Ponte d’oro: 8 dicembre dei record Mercatini oltre quota mezzo milione

Centotrentamila presenze solo ieri, muro invalicabile sul Corso. Rallentamenti in A1 all’entrata e all’uscita. La beneficiata di locali e bar, circolazione e sistema della sosta in ginocchio. Code dappertutto

Migration

di Alberto Pierini

AREZZO

"Socia, ma Arezzo non dicevano che era una città tranquilla?": quattro turisti romagnoli si divorano una schiacciata con la mortadella all’inizio di via Bicchieraia. Seduti in un angolo, a due metri dalla pazza folla. Che continua a stringere d’assedio il centro. Il ponte parla solo aretino. Un assalto senza sosta, dalle 10 di mattina, minuto più minuto meno, fino alla tarda serata.

La Città di Natale piazza sul ponte un ruggito da Metro Goldwin Mayer: non puoi seguire in diretta l’andamento turistico delle altre piazze delle feste ma è chiaro che di qui passa il mondo. UN fiume in piena di turisti. Parte sbucano dalle scale mobili, il resto dal Rossellino, piazza della Badia e dalla parte bassa del Corso. I primi segnali erano arrivati dall’autostrada, che la mattina segnalava rallentamenti fino ad un chilometro di coda tra Monte San Savino e Arezzo. E stavolta la causa era davvero una sola: il Natale.

Gli ultimi segnali in serata: gli incolonnamenti per uscire dal casello, uniti alla coda al piccolo passo sugli otto chilometri del raccordo. Arezzo c’è e comincia a farsi vedere. Il richiamo contagioso dei mercatini tirolesi si accompagna ad un percorso nel quale nessuno ha il tempo di fiatare.

Perfino i banchi dei produttori sotto i Portici, un classico dei sabati di Fiera esteso anche al Natale. Intorno alle 14.30 conti 35 persone in coda per un panino alla porchetta, uno dei pochi gusti che trovi solo lì, essendo stati esclusi dal mercatino del Prato e avendo poco a che spartire con quello tirolese. Ci sono anche i tartufi, con un bel gruzzolo di clienti perfino loro. Un colpo d’occhio senza stecche. Ma che trova comunque la punta dal Canto de’ Bacci in su.

Da lì non si passa. E si passa solo di profilo, stile antico Egitto, sia in via Seteria che in via Vasari, le direzioni più o meno obbligate di uscita e di entrata di piazza Grande. Nella quale non ti muovi. L’unica scelta è quella di assecondare la folla, seguirne i movimenti e farti trasportare da un banco all’altro.

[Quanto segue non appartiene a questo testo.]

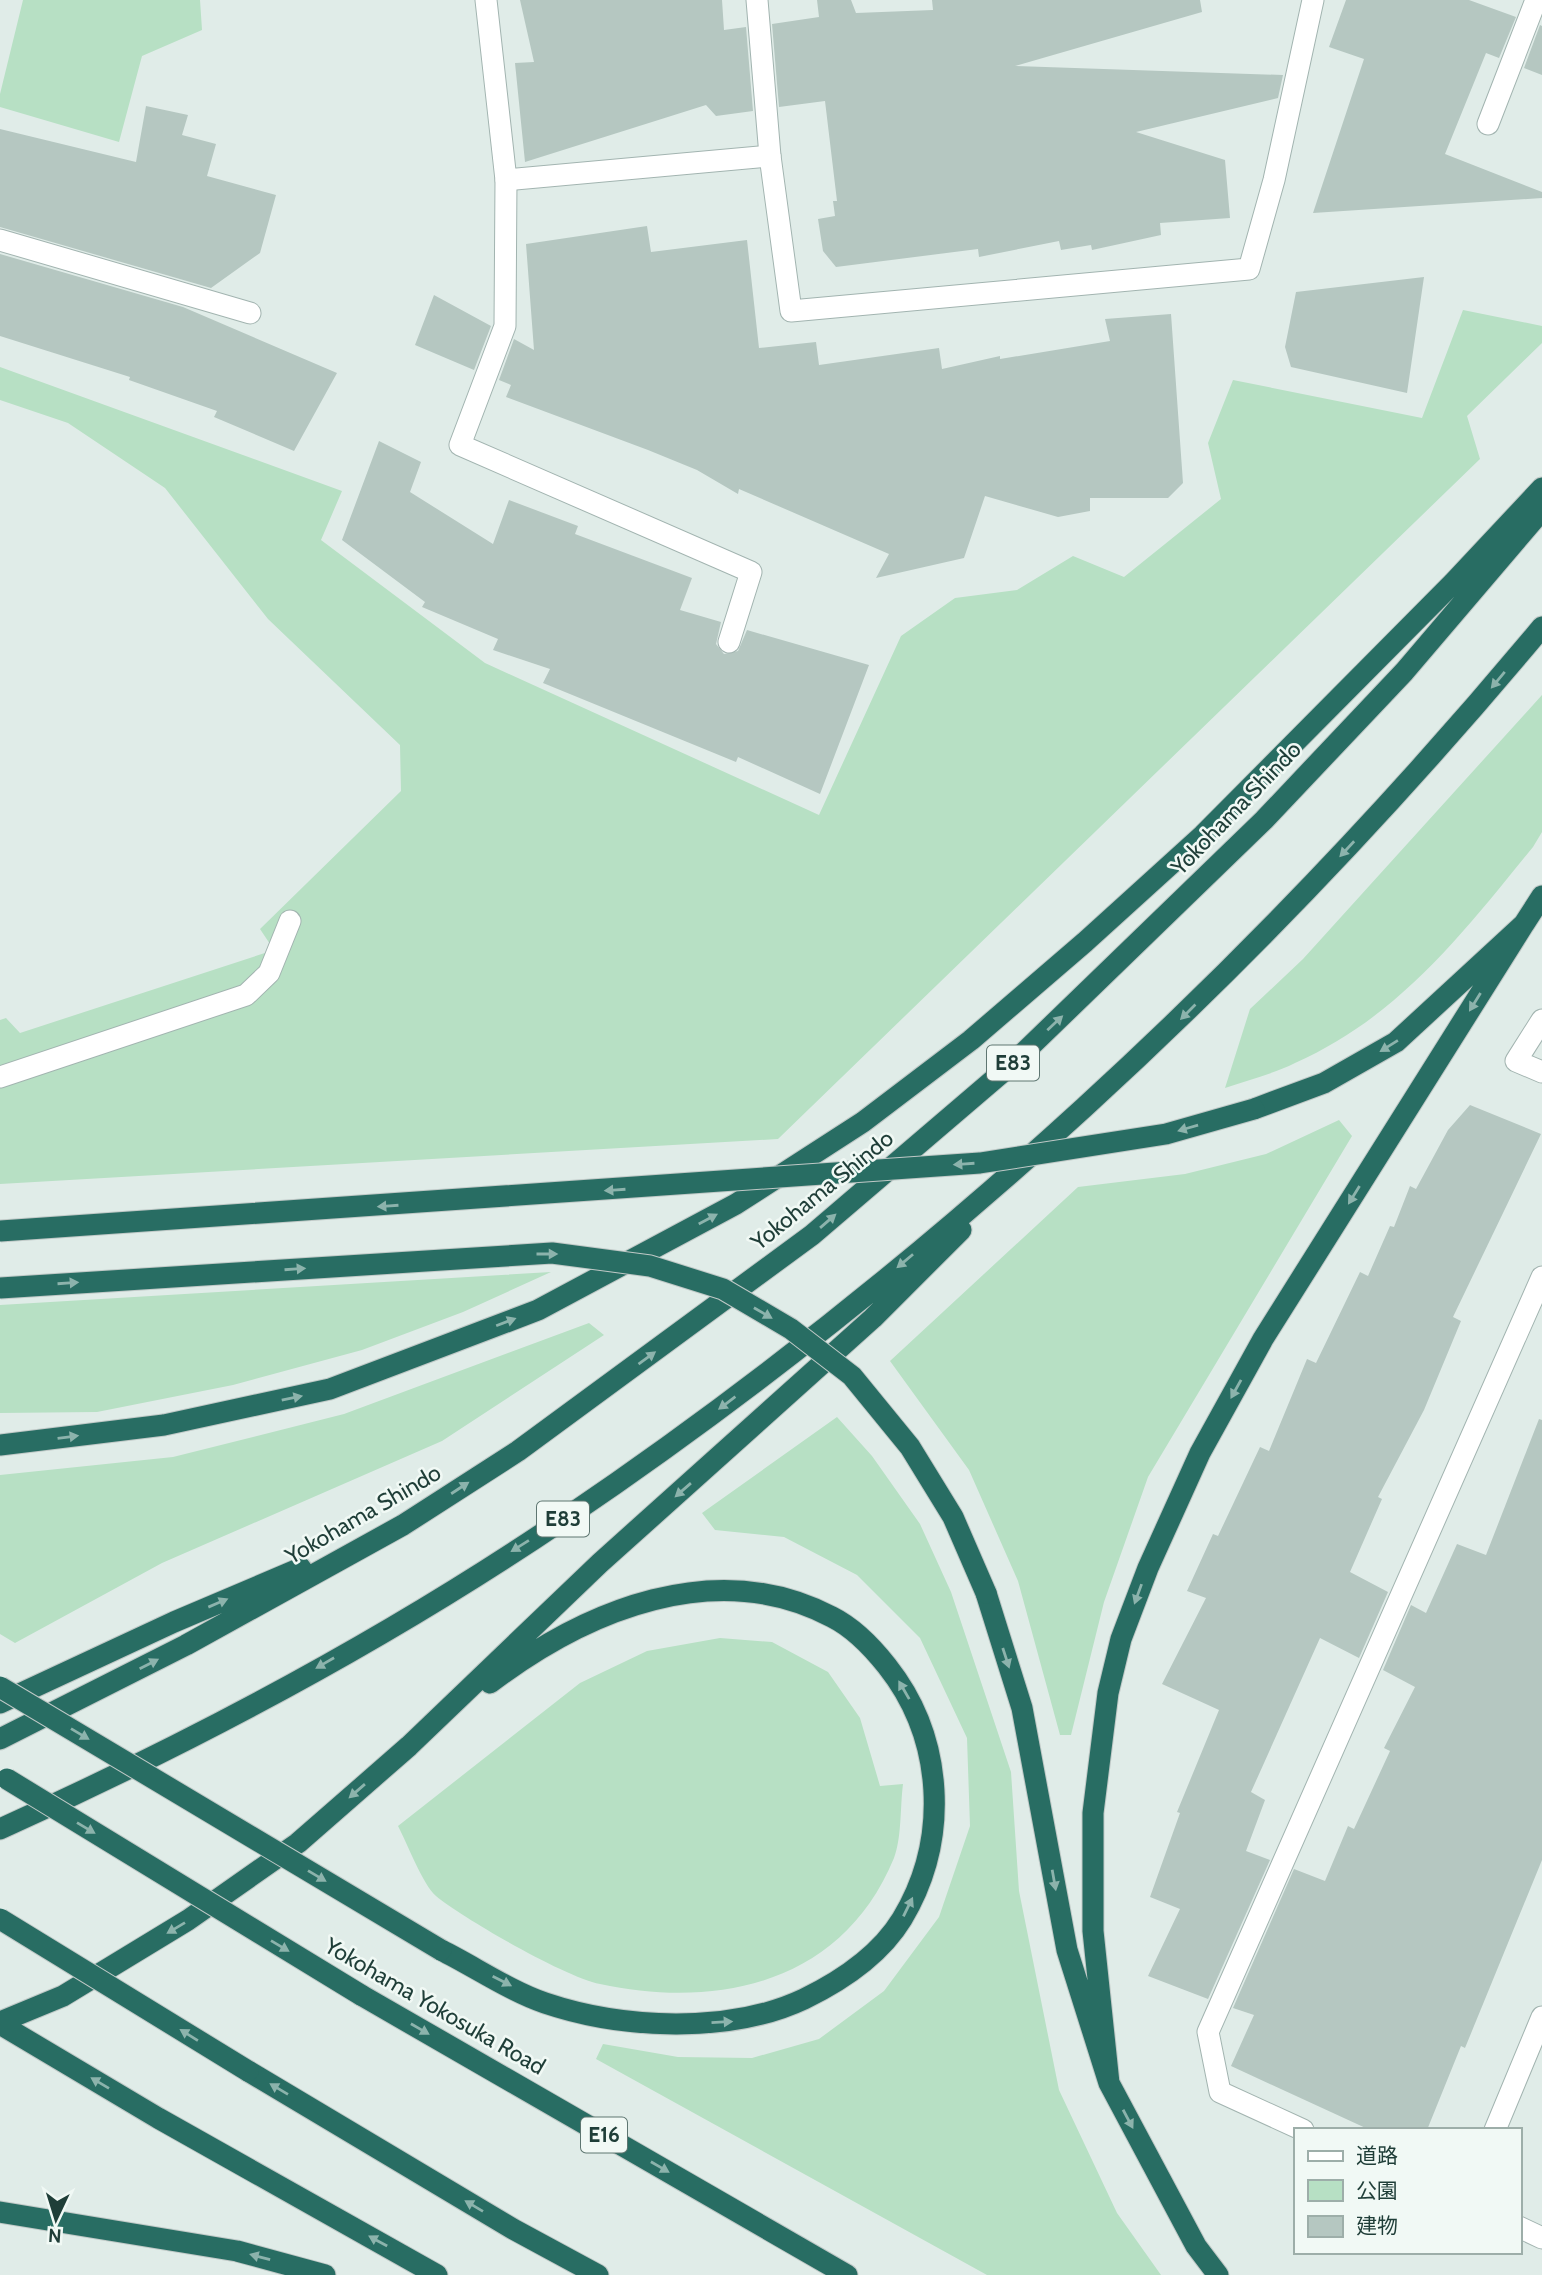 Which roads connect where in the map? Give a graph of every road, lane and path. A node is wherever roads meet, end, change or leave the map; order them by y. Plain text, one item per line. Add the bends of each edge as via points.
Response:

La Città di Natale pesca sul ponte il suo risultato più importante: almeno 130mila presenze, roba da far impallidire città turistiche più affermate della nostra e di riscrivere i diari di bordo delle gite fuori porta.

Il totale complessivo supera il mezzo milione da quel 18 novembre, il debutto sotto la pioggia. E lo supera pur avendo annacquato due o tre giornate chiave, proprio tra i fulmini del maltempo.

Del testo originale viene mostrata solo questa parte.